---- Data provided
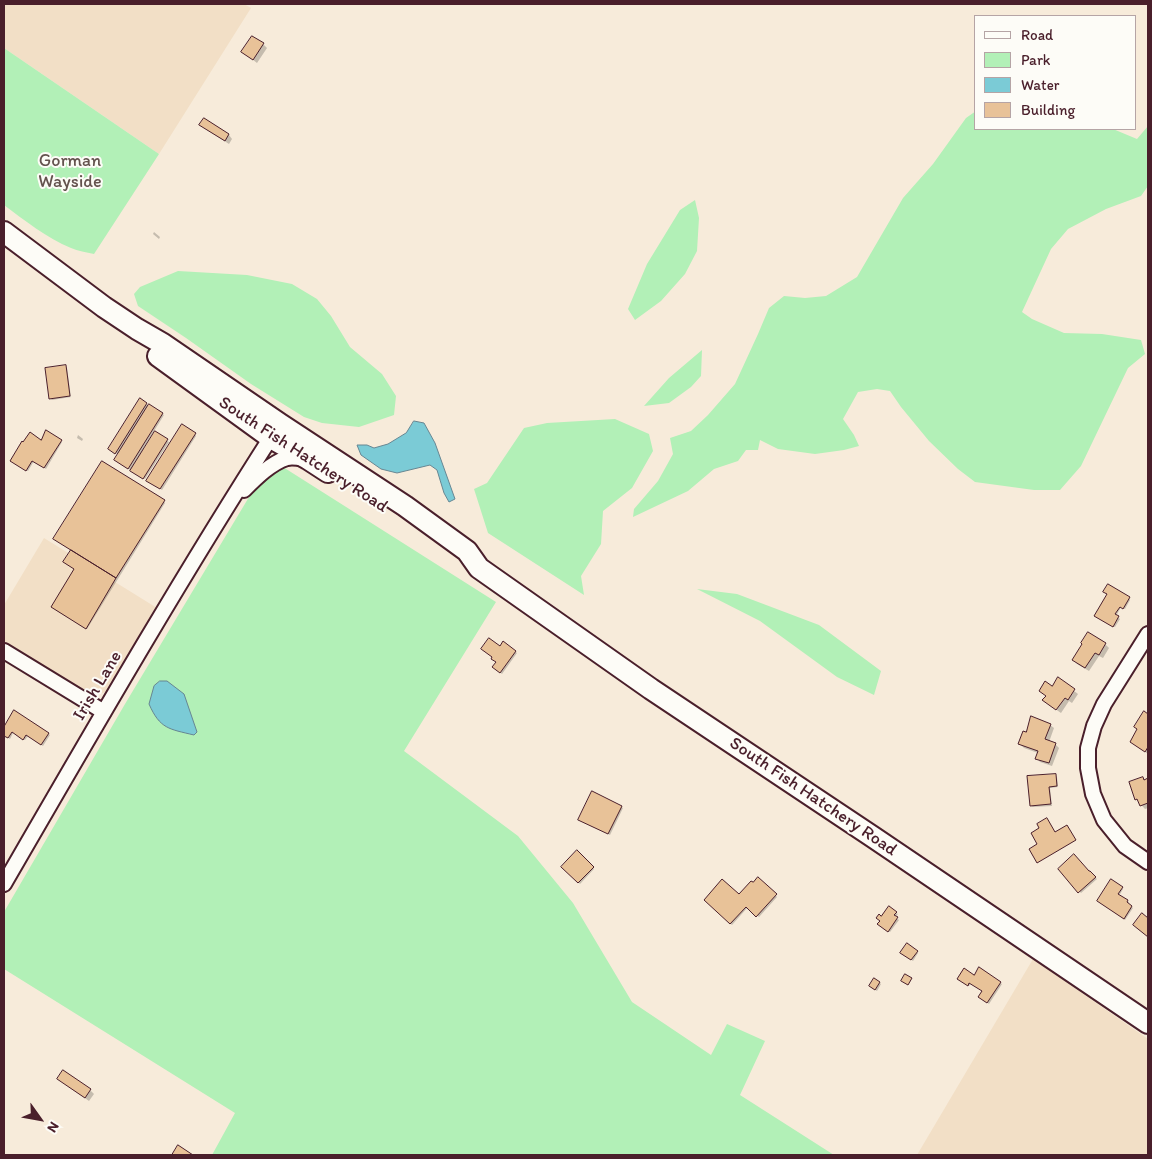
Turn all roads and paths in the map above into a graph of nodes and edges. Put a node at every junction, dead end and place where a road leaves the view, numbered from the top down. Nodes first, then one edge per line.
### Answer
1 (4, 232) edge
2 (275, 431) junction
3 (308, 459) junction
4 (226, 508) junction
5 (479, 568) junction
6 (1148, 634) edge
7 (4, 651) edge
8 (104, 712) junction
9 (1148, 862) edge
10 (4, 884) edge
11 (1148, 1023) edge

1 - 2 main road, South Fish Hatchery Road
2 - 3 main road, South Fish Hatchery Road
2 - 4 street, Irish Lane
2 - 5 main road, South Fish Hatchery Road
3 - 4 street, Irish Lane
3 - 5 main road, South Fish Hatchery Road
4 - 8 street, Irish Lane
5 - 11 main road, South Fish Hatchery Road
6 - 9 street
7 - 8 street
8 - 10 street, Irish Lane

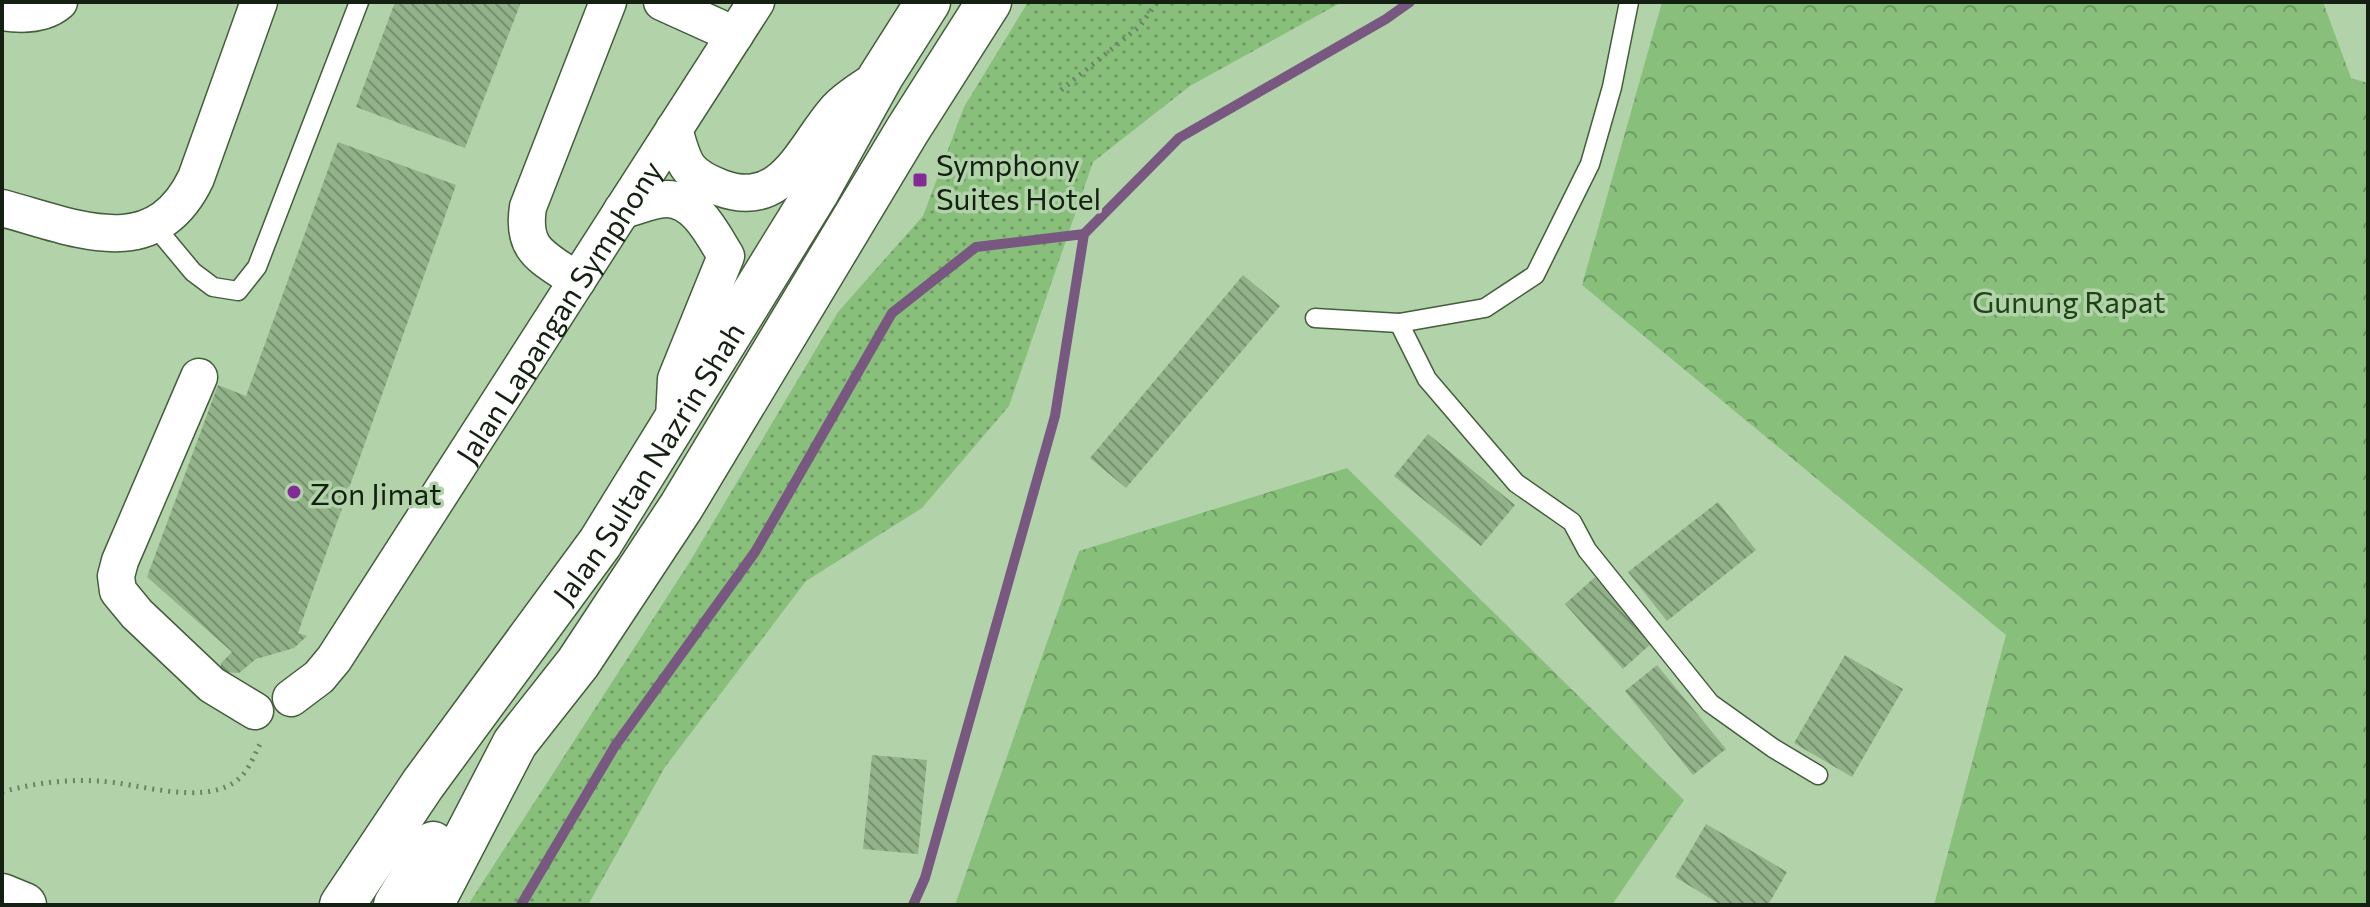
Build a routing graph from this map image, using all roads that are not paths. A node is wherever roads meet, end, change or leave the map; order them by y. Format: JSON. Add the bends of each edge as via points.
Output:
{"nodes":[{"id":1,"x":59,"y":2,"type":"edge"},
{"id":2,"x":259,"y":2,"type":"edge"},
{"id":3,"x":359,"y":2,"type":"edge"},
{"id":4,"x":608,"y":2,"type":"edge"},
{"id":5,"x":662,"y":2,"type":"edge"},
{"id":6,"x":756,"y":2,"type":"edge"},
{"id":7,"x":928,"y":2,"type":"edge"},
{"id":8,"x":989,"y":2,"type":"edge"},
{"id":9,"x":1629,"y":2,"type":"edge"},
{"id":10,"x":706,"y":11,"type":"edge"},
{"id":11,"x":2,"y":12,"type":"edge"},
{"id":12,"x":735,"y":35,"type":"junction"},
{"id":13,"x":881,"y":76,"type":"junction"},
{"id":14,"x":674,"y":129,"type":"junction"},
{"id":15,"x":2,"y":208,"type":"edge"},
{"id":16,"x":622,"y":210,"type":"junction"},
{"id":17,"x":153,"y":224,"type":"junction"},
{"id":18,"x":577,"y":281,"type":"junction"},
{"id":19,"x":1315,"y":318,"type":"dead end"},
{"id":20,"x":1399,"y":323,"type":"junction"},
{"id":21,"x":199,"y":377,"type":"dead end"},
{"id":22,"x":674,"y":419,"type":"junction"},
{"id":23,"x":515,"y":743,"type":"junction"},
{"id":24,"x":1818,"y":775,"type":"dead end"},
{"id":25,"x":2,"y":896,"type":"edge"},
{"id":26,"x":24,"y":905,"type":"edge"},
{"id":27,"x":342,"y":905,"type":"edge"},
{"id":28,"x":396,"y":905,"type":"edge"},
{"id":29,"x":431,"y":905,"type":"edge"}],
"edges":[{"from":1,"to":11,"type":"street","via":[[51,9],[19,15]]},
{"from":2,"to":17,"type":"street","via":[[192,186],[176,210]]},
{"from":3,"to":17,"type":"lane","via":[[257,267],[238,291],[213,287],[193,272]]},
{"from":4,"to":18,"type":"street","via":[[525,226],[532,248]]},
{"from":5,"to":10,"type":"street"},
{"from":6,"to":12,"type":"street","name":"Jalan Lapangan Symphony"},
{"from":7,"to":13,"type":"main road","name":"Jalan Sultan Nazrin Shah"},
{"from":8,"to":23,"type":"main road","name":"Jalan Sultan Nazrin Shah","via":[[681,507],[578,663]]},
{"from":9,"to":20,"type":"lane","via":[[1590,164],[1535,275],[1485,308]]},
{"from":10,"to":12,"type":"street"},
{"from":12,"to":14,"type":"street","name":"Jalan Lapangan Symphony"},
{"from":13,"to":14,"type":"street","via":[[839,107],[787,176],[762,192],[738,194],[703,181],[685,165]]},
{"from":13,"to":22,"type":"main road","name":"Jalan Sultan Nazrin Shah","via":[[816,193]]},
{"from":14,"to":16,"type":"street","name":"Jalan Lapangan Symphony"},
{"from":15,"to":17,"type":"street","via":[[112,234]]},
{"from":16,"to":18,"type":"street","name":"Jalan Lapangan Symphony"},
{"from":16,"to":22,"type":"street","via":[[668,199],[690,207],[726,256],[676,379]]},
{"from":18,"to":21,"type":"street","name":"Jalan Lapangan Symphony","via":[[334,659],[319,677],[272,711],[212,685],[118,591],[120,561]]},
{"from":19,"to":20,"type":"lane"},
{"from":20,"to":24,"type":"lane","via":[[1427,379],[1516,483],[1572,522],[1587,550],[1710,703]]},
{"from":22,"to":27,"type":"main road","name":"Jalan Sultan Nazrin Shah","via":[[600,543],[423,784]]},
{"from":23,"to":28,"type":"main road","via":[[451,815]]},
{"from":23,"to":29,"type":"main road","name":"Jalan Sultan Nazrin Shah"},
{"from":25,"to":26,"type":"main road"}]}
--------
• _Work order_
Within the material, find all lines that hold the word "Irish" and show them.

• _Response to the exercise_
2 - 4 street, Irish Lane
3 - 4 street, Irish Lane
4 - 8 street, Irish Lane
8 - 10 street, Irish Lane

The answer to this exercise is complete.